Contrariamente ao que acontecia com a situação de partido, não se espera de uma associação a intervenção política no dia a dia. As tomadas de posição devem concentrar-se em questões de interesse nacional (sem prejuizo das tomadas de posição dos núcleos locais, no seu âmbito de intervenção) e devem ser tomadas com isenção, sem as peias naturais nos partidos políticos, isto é, devem ser livres de condicionalismos de conjuntura, tácticos ou eleitorais (por exemplo, à luz da polarização governo-oposição). Esta é também uma vantagem considerável da passagem de partido a associação, e vai ao encontro do espírito de rigor do colectivo MDP.

A lista de temas de intervenção, como exemplificada acima, é grande e forçosamente muito mais vasta que a nossa capacidade para os abordar. As escolhas concretas dependerão dos meios, oportunidades de colaboração e, sempre que possível, ligação a problemas concretos do momento e impacto mediático. A forma prática de abordagem é variável, a decidir em cada caso: debates privados ou públicos, comunicados de imprensa, textos a entregar a entidades ou organizações, petições, etc.

A perspectiva de revitalização interna e consolidação é prioritária, como condição necessária para o sucesso político da Associação.
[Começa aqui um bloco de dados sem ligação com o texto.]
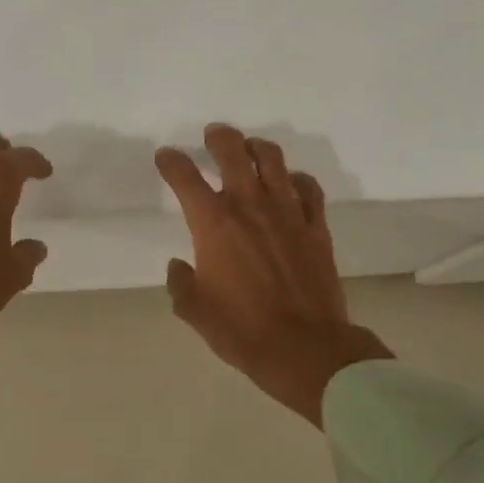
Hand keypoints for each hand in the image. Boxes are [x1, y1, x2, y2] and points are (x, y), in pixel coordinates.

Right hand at [156, 124, 392, 426]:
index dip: (172, 162)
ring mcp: (288, 213)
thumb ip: (180, 283)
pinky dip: (297, 179)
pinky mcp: (317, 227)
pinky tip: (291, 183)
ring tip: (250, 148)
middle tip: (213, 135)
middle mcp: (250, 206)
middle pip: (233, 153)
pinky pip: (309, 189)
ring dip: (258, 148)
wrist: (304, 347)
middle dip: (219, 138)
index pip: (185, 177)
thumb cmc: (241, 330)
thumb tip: (178, 266)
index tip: (166, 157)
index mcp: (214, 224)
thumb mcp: (194, 311)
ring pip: (274, 161)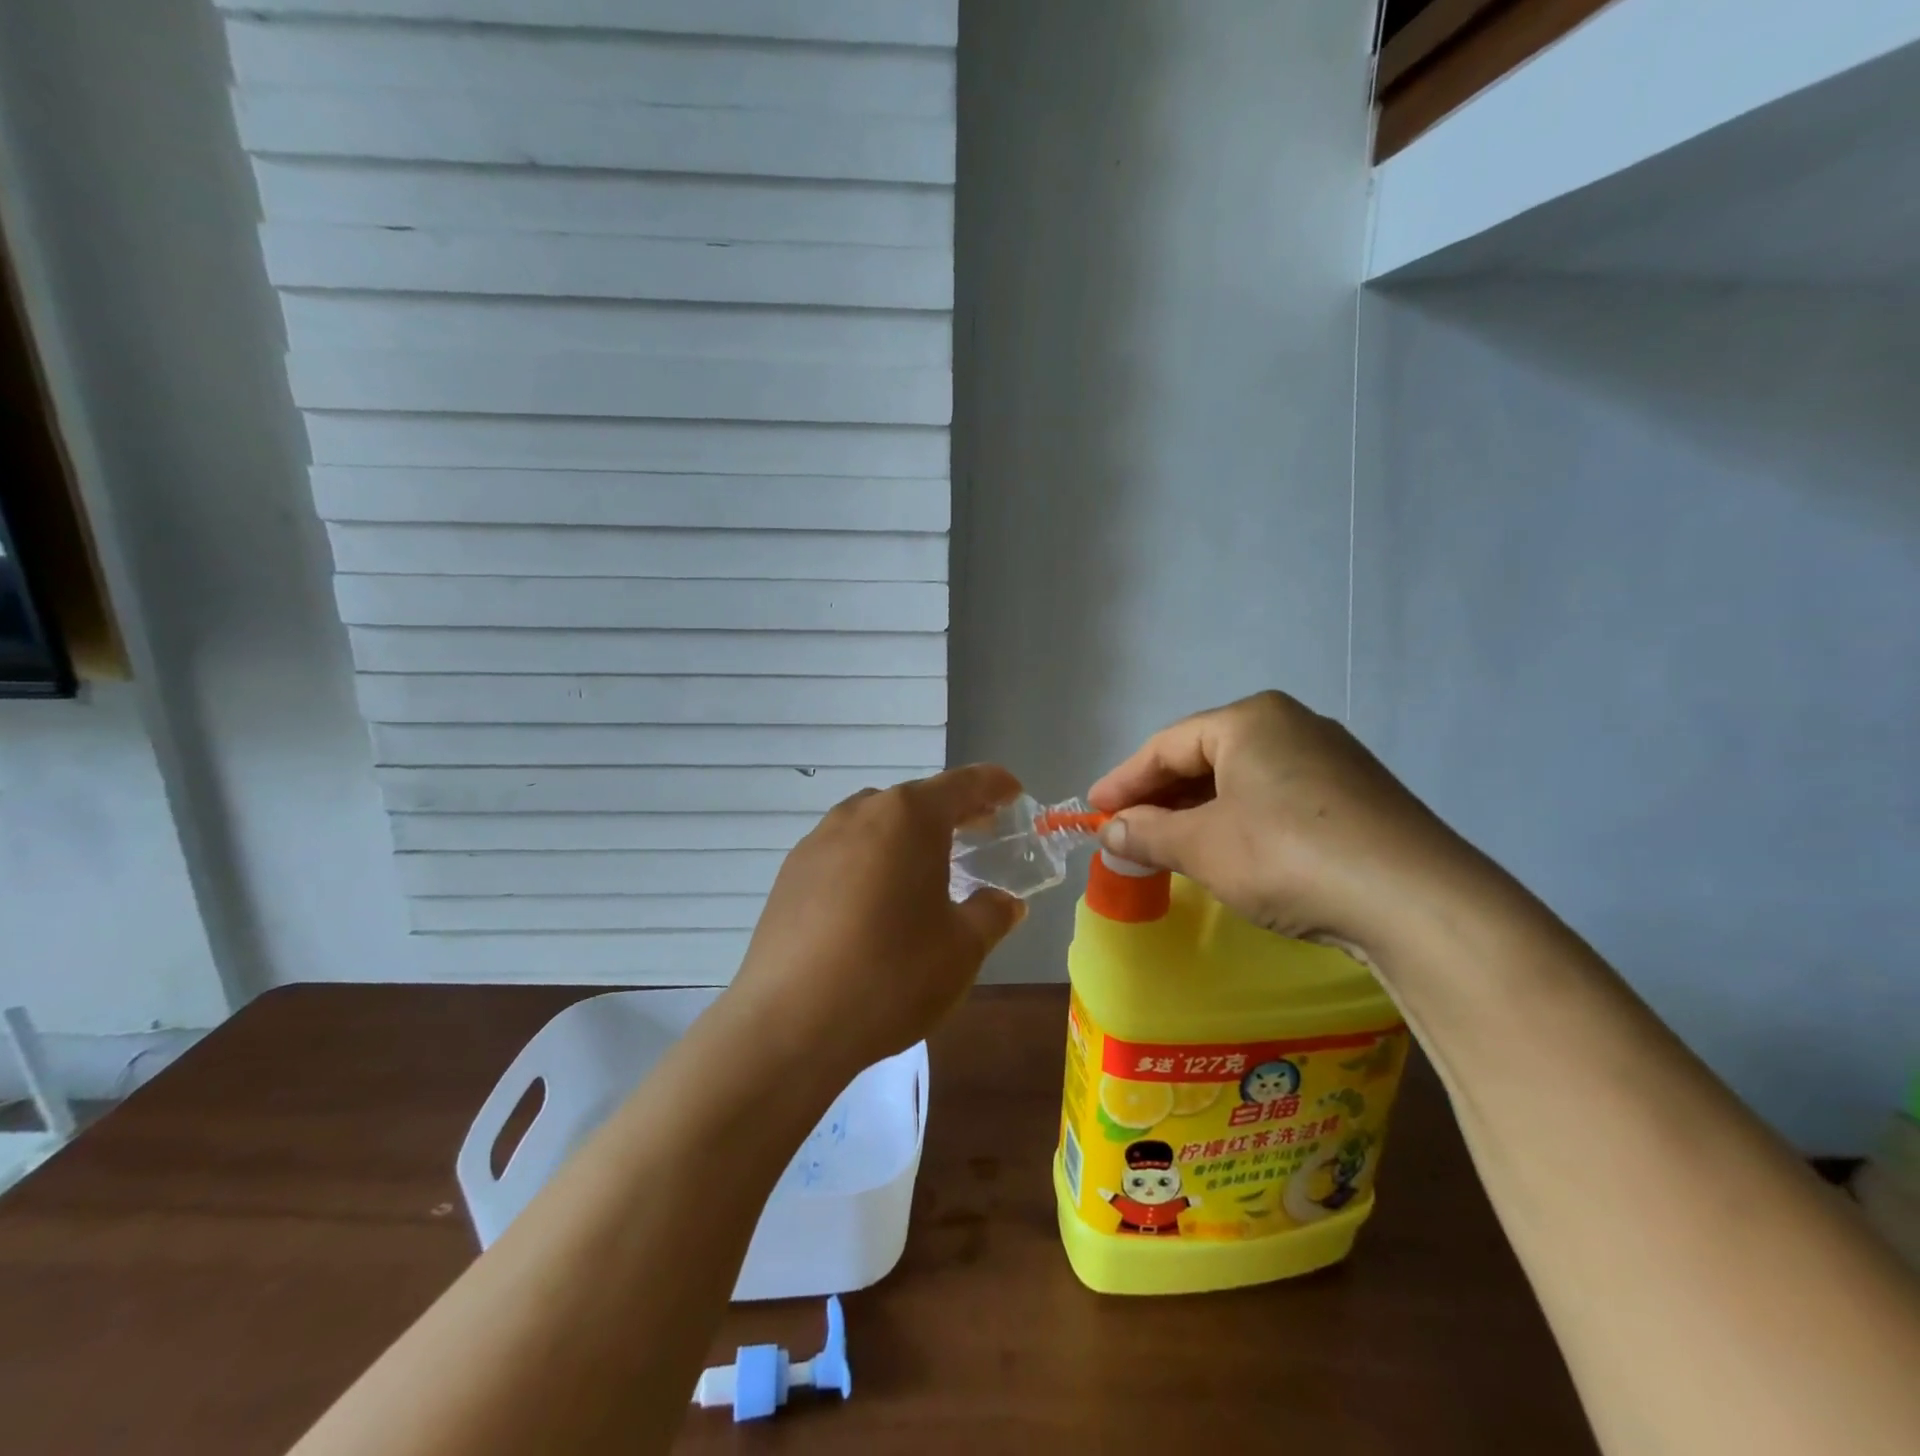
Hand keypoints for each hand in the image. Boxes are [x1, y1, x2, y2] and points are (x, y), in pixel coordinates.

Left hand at [724, 766, 1027, 1081]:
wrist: (790, 1022)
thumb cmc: (892, 974)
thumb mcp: (962, 948)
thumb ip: (991, 914)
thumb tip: (1003, 902)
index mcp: (908, 817)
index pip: (962, 784)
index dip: (993, 784)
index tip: (1013, 792)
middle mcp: (860, 813)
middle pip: (915, 799)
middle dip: (951, 812)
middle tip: (978, 832)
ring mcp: (818, 840)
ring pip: (875, 823)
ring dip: (906, 835)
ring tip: (925, 869)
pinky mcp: (790, 873)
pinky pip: (843, 850)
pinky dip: (870, 859)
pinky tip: (874, 901)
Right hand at [1087, 691, 1481, 961]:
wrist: (1417, 901)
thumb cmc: (1287, 856)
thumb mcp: (1202, 847)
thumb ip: (1147, 833)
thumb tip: (1110, 832)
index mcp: (1250, 719)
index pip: (1167, 745)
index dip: (1123, 780)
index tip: (1092, 811)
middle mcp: (1291, 725)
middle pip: (1204, 758)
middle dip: (1160, 797)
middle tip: (1125, 831)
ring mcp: (1331, 759)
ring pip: (1241, 779)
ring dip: (1198, 812)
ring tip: (1169, 845)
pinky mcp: (1356, 796)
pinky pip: (1276, 798)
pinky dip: (1239, 821)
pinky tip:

Como referido, são muito relevantes os componentes afectivos no “colectivo MDP”. Por isto, e para consolidação interna, as iniciativas devem incluir, sempre que possível, um carácter convivial. Por outro lado, será necessário contemplar a diversidade de interesses e experiências dos membros da Associação, diversificando o tipo de iniciativas e evitando sempre o risco de uma intervenção centralizada e “de cúpula” que esvazie os núcleos locais e dispersos. Esta preocupação de descentralização conferirá também uma perspectiva diversificada e local a todas as tomadas de posição da associação sobre problemas nacionais.

As iniciativas não podem deixar de ser modestas nos meios, com necessidade de se obter a colaboração de pessoas estranhas à Associação. As limitações práticas e economia de meios obrigam também a dar a maior importância à nossa participação e afirmação em iniciativas da responsabilidade de outras organizações.